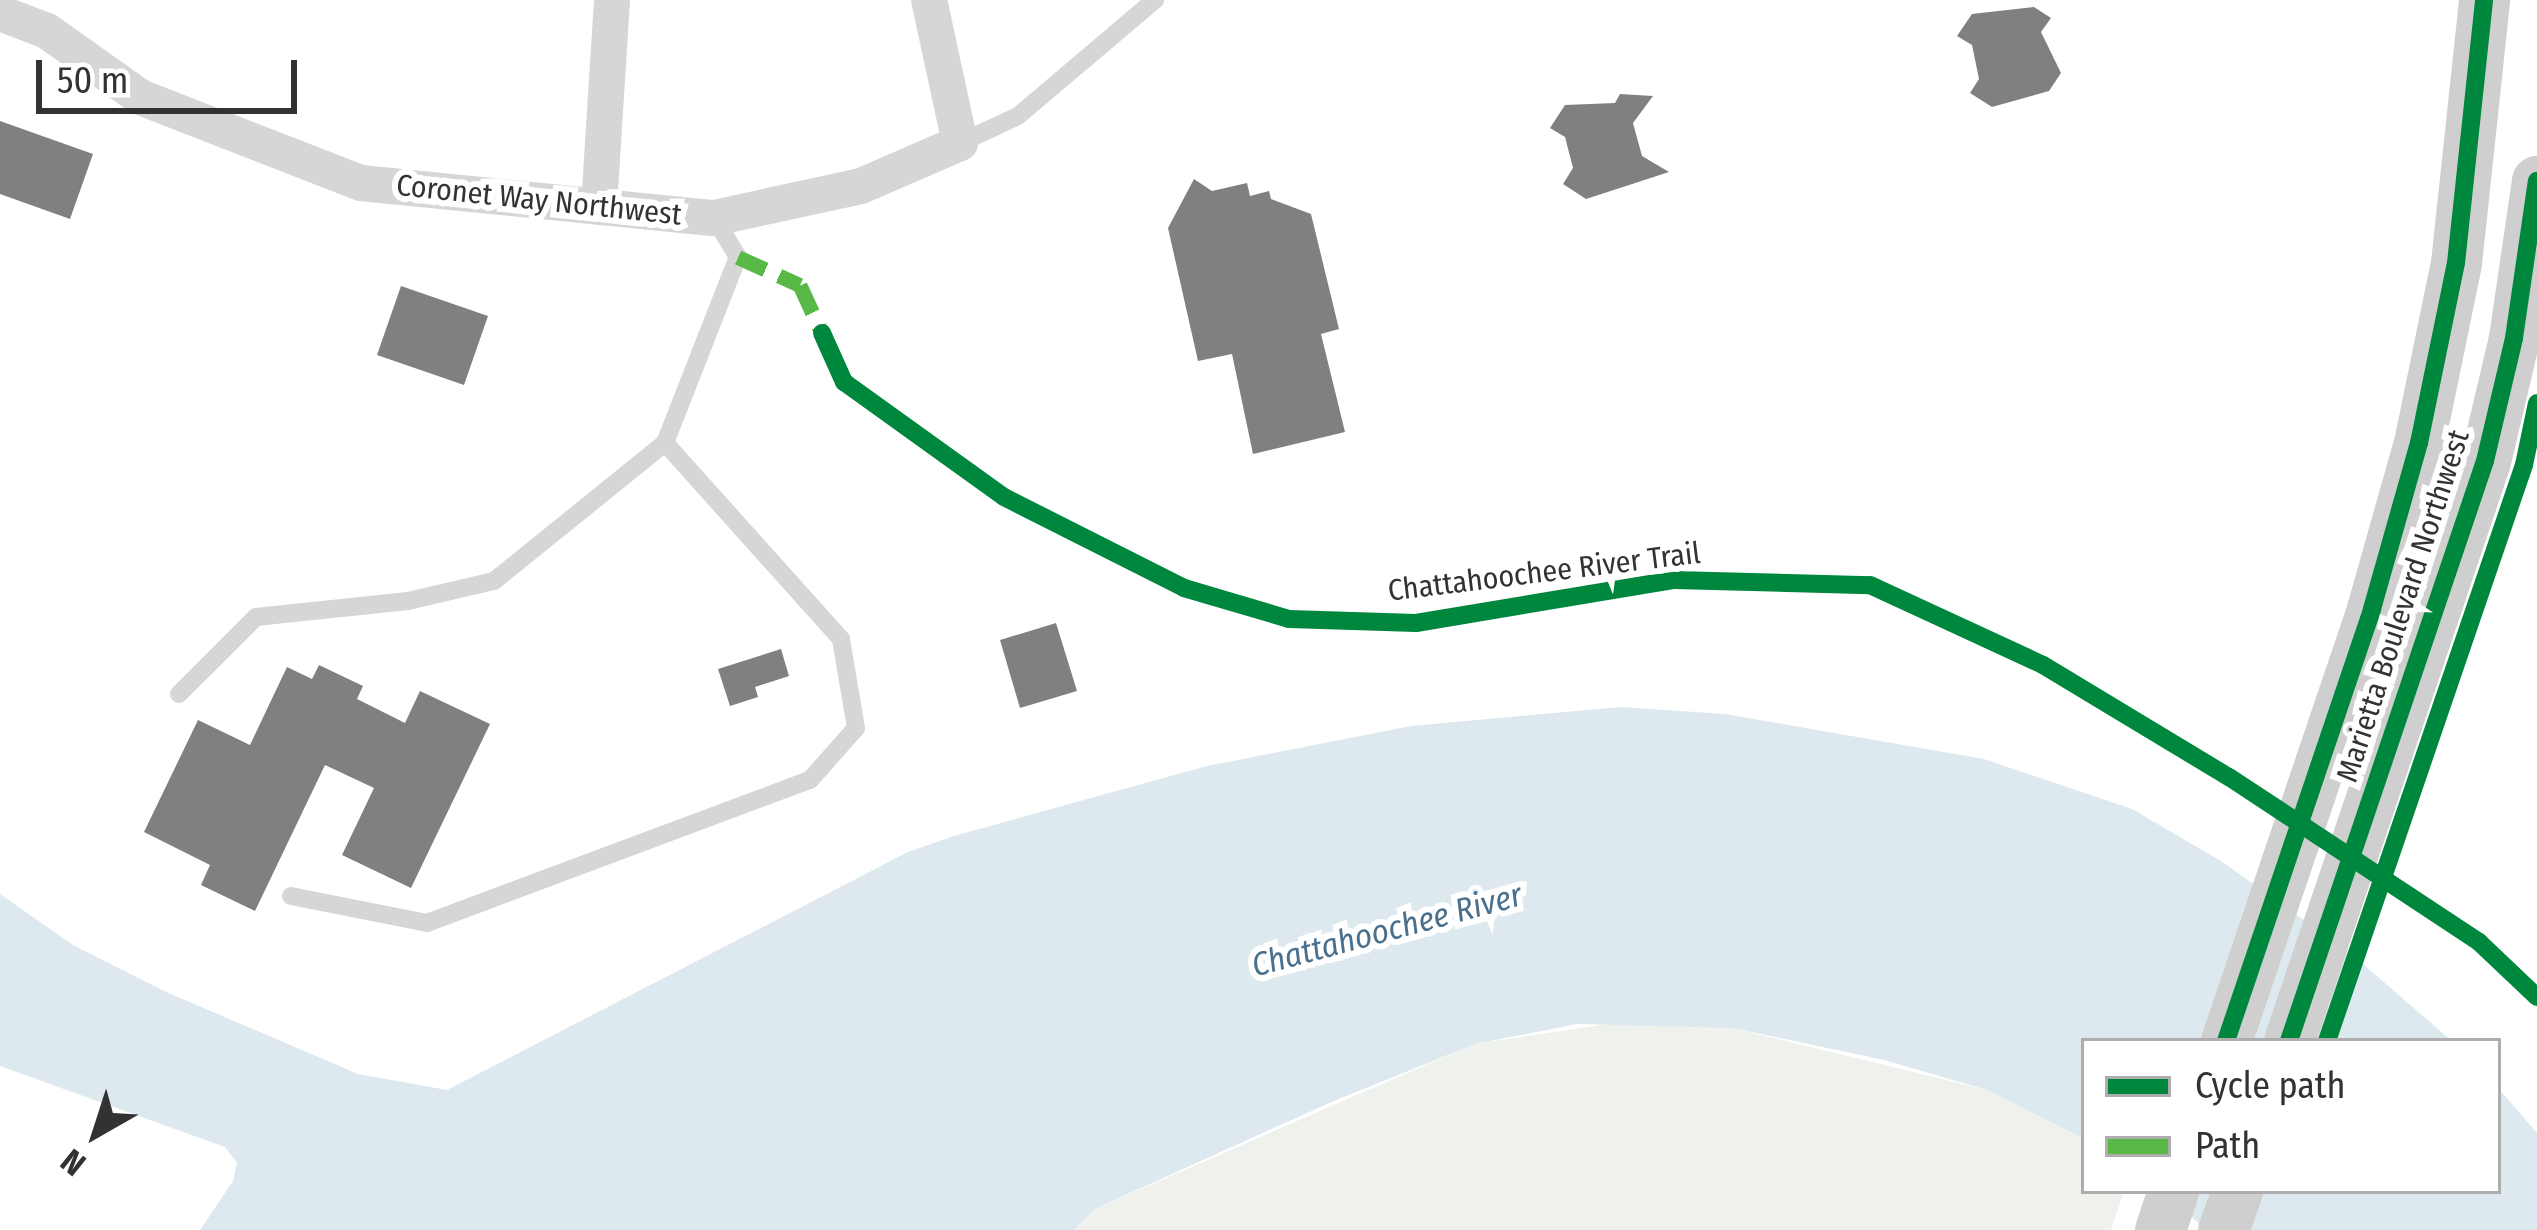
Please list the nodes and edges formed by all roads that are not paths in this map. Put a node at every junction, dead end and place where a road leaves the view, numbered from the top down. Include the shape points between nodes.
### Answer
1 (612, 0) edge
2 (929, 0) edge
3 (1154, 0) edge
4 (2484, 0) edge
5 (0, 13) edge
6 (960, 143) junction
7 (2537, 181) edge
8 (599, 207) junction
9 (714, 218) junction
10 (665, 443) junction
11 (179, 694) dead end
12 (292, 896) dead end
13 (2229, 1033) edge
14 (2291, 1038) edge
15 (2173, 1194) edge
16 (2236, 1194) edge
17 (2160, 1230) edge
18 (2223, 1230) edge

1 - 8 street
2 - 6 street
3 - 6 lane via 1018,116
4 - 13 main road, Marietta Boulevard Northwest via 2456,263 2419,443
5 - 8 street, Coronet Way Northwest via 47,31 140,97 361,183
6 - 9 street, Coronet Way Northwest via 861,187
7 - 14 main road, Marietta Boulevard Northwest via 2514,338 2485,461
8 - 9 street, Coronet Way Northwest
9 - 10 lane via 738,257
10 - 11 lane via 494,581 408,601 256,617
10 - 12 lane via 841,639 856,728 809,780 427,923
15 - 17 main road
16 - 18 main road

[WHAT YOU WILL DO]: All of the material above must be given again verbatim, except for the pictures.

[SOLUTION TO THIS PROBLEM]:
Please list the nodes and edges formed by all roads that are not paths in this map. Put a node at every junction, dead end and place where a road leaves the view, numbered from the top down. Include the shape points between nodes.
### Answer
1 (612, 0) edge
2 (929, 0) edge
3 (1154, 0) edge
4 (2484, 0) edge
5 (0, 13) edge
6 (960, 143) junction
7 (2537, 181) edge
8 (599, 207) junction
9 (714, 218) junction
10 (665, 443) junction
11 (179, 694) dead end
12 (292, 896) dead end
13 (2229, 1033) edge
14 (2291, 1038) edge
15 (2173, 1194) edge
16 (2236, 1194) edge
17 (2160, 1230) edge
18 (2223, 1230) edge

1 - 8 street
2 - 6 street
3 - 6 lane via 1018,116
4 - 13 main road, Marietta Boulevard Northwest via 2456,263 2419,443
5 - 8 street, Coronet Way Northwest via 47,31 140,97 361,183
6 - 9 street, Coronet Way Northwest via 861,187
7 - 14 main road, Marietta Boulevard Northwest via 2514,338 2485,461
8 - 9 street, Coronet Way Northwest
9 - 10 lane via 738,257
10 - 11 lane via 494,581 408,601 256,617
10 - 12 lane via 841,639 856,728 809,780 427,923
15 - 17 main road
16 - 18 main road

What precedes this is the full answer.